Results¶

Perturbation Torlerance¶

The perturbation tolerance of DNNs has significantly increased as they have improved on ImageNet. Each dot denotes a DNN's ImageNet accuracy vs. its average $\ell_2$ robustness radius to $\ell_2$ PGD attacks, which we call ''perturbation tolerance''. Arrows show the change of a DNN in both dimensions after it has been trained with the neural harmonizer. There is a significant positive correlation between ImageNet accuracy and perturbation tolerance ( $\rho_{s} = 0.70$ , $p < 0.001$ ).
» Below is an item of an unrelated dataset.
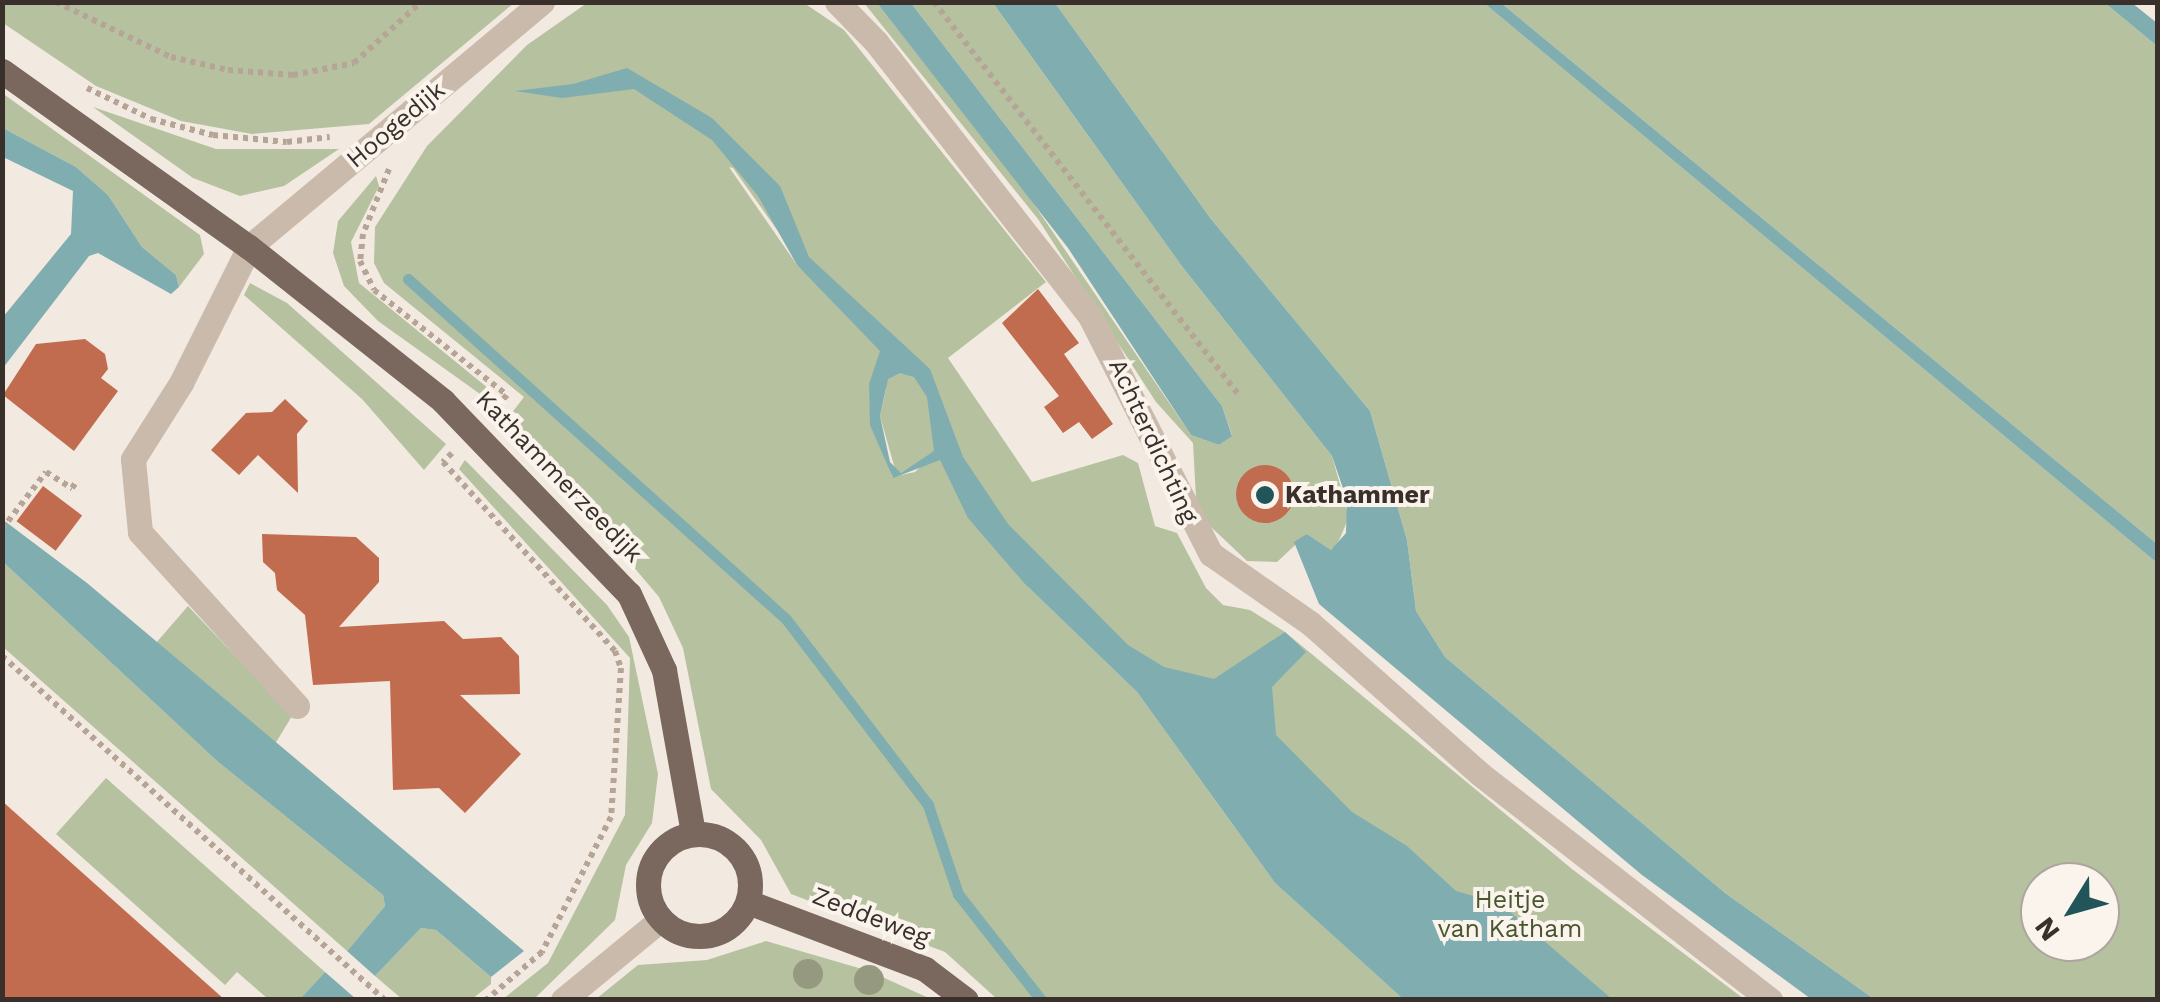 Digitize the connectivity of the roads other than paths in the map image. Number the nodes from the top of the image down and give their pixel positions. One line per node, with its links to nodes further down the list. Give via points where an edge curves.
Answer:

Error bars denote standard error, and variance may be so small for some models that they are not visible.

Adversarial Alignment¶

Successful adversarial attacks on DNNs are becoming less aligned with human perception as they have improved on ImageNet. Each dot denotes a DNN's ImageNet accuracy vs. the average Spearman correlation between successful attacks an images' human feature importance maps from ClickMe. We call this correlation a DNN's adversarial alignment. Arrows show the change of a DNN in both dimensions after it has been trained with the neural harmonizer. Error bars denote standard error, and variance may be so small for some models that they are not visible.

Qualitative Results¶

$\ell_2$ PGD adversarial attacks for DNNs. Plotted here are ImageNet images, human feature importance maps from ClickMe, and adversarial attacks for a variety of DNNs. Attacked images are included for the image of a monkey at the top (zoom in to see attack details). The red box shows inanimate categories, and the blue box shows animate categories.